21/04/2012

Cartas de Coimbra LIV

Eles não sabem, mas eu penso em matar-me todos os dias. Aquela ansiedade dormente, encostada ao peito, de fazer as coisas de uma outra forma. Ficou a exaustão de já não ter faces para dar. Os sonhos ficaram demasiado longe, porque eu própria fiquei longe de tudo, porque eu própria me perdi o rasto, porque eu própria não me reconheço mais. O mundo grita que eu não valho mais nada. Todos, todos os dias, o mundo grita que eu não valho mais nada. Fiquei perdida no limbo dos lugares da minha vida, sem poder partir, sem poder ficar. Recuo àquela tarde de perfeita loucura em que te falei pela primeira vez dos meus ombros. Eu gemia, tal bêbada, no chão da lavandaria da Residência Saint-Camille. Repetia, em convulsões, todos aqueles artefactos de memória. Meu Deus, como eu era feliz. Aquela vertigem de loucura, de doença, de despeito. Aquele sorrateiro prazer de uma caneca de cerveja que se tornava em tantas outras canecas de cerveja e, de repente, eu estava ali, hipnotizada pelo turpor da máquina de lavar, apenas à espera de um milagre.
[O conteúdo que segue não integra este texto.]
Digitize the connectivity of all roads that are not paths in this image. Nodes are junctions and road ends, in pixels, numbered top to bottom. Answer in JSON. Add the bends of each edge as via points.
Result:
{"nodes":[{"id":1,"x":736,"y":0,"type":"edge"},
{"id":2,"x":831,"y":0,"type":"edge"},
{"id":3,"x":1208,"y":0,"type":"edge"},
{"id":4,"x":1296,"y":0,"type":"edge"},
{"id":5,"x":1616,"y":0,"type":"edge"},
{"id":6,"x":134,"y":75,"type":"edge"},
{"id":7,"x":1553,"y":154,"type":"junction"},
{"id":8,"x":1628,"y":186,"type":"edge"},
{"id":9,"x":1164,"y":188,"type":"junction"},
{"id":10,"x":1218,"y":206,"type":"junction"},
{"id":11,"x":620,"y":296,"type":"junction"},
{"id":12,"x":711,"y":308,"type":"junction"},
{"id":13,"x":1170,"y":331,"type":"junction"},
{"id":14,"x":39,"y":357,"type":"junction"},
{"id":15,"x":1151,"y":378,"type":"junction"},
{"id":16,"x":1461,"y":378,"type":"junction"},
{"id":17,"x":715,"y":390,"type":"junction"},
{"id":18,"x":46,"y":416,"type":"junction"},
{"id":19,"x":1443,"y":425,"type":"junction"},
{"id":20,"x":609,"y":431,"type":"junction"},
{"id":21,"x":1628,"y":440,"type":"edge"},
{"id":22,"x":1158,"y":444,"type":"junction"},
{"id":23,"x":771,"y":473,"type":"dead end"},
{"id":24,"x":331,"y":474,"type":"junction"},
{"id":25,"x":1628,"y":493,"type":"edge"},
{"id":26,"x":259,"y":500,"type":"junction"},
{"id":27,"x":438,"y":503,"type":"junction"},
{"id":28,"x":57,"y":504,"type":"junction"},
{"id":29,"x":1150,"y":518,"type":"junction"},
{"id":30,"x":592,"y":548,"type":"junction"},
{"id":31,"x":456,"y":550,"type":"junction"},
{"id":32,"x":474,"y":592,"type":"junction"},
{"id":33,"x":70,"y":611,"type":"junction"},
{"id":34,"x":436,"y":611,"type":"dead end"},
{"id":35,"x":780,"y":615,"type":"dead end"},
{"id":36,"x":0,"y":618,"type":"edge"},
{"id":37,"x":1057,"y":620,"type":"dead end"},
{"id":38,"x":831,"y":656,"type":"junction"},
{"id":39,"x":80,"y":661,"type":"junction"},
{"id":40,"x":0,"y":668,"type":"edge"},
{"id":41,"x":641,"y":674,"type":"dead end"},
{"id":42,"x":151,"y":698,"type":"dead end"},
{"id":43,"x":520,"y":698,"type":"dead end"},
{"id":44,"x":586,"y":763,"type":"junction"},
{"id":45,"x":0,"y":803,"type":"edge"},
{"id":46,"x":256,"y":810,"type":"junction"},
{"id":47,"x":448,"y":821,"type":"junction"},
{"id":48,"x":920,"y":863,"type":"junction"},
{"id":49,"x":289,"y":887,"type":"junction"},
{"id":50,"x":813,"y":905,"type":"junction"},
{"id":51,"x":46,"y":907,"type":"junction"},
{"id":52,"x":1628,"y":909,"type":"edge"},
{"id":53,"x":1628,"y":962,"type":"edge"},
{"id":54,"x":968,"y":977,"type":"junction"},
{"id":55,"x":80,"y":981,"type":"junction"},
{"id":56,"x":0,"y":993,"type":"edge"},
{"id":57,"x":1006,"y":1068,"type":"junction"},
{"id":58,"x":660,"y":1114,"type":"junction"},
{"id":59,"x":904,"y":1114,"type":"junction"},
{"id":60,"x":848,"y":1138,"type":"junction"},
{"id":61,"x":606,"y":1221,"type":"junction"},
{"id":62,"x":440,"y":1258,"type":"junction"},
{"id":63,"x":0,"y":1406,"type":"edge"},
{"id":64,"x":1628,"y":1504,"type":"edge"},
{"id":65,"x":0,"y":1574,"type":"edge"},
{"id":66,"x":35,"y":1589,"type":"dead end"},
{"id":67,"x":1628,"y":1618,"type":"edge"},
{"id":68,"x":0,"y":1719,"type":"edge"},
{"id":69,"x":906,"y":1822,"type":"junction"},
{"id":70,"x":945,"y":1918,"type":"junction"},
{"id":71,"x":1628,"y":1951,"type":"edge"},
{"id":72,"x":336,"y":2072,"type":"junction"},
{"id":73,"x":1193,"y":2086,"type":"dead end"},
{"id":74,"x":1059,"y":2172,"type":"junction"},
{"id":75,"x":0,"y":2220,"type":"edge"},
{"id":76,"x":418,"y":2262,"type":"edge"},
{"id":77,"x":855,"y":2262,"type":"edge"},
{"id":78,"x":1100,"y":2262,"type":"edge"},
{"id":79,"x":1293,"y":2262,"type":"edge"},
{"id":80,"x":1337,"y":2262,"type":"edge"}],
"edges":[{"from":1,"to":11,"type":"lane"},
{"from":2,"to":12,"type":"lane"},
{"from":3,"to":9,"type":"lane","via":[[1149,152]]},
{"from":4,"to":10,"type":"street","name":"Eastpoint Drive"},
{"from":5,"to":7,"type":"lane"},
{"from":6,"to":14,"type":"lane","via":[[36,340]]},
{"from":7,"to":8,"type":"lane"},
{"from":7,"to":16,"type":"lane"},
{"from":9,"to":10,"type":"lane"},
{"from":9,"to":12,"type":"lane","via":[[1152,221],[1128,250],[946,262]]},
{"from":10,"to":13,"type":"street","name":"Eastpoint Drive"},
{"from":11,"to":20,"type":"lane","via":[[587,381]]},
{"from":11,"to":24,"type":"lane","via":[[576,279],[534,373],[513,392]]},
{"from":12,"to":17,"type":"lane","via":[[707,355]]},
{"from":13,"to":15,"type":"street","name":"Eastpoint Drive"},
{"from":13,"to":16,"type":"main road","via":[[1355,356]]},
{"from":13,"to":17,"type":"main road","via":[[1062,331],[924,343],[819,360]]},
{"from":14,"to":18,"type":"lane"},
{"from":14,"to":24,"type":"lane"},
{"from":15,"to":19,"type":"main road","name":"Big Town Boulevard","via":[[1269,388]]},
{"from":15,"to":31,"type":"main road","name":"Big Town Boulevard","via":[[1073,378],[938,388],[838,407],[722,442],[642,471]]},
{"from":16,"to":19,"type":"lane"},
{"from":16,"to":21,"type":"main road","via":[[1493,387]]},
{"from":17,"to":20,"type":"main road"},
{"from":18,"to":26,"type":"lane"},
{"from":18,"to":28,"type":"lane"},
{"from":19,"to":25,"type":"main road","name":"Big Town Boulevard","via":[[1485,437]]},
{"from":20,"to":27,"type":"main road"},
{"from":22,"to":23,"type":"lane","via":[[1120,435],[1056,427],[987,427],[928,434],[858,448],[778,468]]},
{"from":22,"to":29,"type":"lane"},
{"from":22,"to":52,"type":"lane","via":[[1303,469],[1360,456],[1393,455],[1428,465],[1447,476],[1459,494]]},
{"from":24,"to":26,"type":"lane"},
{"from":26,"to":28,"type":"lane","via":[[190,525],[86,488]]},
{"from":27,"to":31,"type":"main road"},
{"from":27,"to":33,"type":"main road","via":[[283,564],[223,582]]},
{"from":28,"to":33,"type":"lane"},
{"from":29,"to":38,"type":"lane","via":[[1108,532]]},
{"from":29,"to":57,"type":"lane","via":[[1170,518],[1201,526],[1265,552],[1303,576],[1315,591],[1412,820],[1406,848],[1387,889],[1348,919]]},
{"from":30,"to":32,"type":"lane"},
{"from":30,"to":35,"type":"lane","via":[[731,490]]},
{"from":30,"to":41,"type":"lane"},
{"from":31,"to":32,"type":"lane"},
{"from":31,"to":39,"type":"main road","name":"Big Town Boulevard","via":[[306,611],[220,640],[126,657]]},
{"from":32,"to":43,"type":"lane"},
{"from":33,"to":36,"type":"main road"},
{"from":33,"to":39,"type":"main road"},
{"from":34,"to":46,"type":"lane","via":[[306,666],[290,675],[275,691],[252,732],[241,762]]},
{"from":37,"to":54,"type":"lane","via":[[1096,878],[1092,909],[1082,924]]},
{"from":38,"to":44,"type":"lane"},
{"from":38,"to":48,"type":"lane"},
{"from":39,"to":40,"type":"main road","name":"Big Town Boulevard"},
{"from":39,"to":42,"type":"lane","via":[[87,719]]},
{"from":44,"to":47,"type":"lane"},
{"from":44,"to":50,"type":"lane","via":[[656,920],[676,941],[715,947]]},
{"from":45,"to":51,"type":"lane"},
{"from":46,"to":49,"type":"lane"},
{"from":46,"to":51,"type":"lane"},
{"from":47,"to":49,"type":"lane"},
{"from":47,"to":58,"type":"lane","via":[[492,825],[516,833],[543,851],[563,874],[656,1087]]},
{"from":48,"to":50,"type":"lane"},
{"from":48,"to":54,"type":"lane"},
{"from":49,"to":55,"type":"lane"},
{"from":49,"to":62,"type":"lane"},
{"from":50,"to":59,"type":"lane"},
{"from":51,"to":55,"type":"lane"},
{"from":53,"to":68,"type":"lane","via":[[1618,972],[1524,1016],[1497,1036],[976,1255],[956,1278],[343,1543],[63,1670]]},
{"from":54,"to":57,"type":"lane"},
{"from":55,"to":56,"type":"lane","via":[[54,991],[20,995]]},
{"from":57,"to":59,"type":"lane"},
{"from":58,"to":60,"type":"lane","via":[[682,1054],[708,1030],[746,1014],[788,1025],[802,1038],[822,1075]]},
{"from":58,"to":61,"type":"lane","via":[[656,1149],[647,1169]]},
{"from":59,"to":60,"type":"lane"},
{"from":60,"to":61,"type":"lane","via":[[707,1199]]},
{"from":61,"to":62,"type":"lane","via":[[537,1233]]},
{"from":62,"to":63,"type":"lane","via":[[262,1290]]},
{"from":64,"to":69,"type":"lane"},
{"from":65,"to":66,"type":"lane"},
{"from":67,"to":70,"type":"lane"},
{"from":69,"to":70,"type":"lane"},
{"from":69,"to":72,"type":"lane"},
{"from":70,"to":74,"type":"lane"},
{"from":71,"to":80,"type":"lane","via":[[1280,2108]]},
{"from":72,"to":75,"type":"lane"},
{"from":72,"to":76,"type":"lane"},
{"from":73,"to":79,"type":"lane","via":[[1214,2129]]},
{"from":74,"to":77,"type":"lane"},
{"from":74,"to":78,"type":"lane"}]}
Ainda me lembro do cheiro. Do frio. Do sono. Ainda me lembro das dores do corpo e das dores da alma - dores que eram outras, dores que faziam tudo valer a pena.
Lembro-me que a felicidade tinha nomes e tinha pretextos. Nós eramos o que de mais verdadeiro havia no mundo, com todo aquele amor ligeiro e instintivo que nos trazia unidos. E sabiamos que a vida nos havia de chutar para cantos opostos e que amores assim morreriam, com o mesmo ritmo caprichoso com que nasceram. E hoje olhamos para trás e trazemos mais remorsos que coração. Roubaram-nos tudo. As nossas melhores pessoas roubaram-nos tudo. Absolutamente tudo. E, sabes, amor... toda a gente viu, toda a gente sabe. Será sempre o meu segredo mais bem vendido.
Eles não sabem, mas eu penso em matar-me todos os dias. E todos os dias de uma maneira diferente.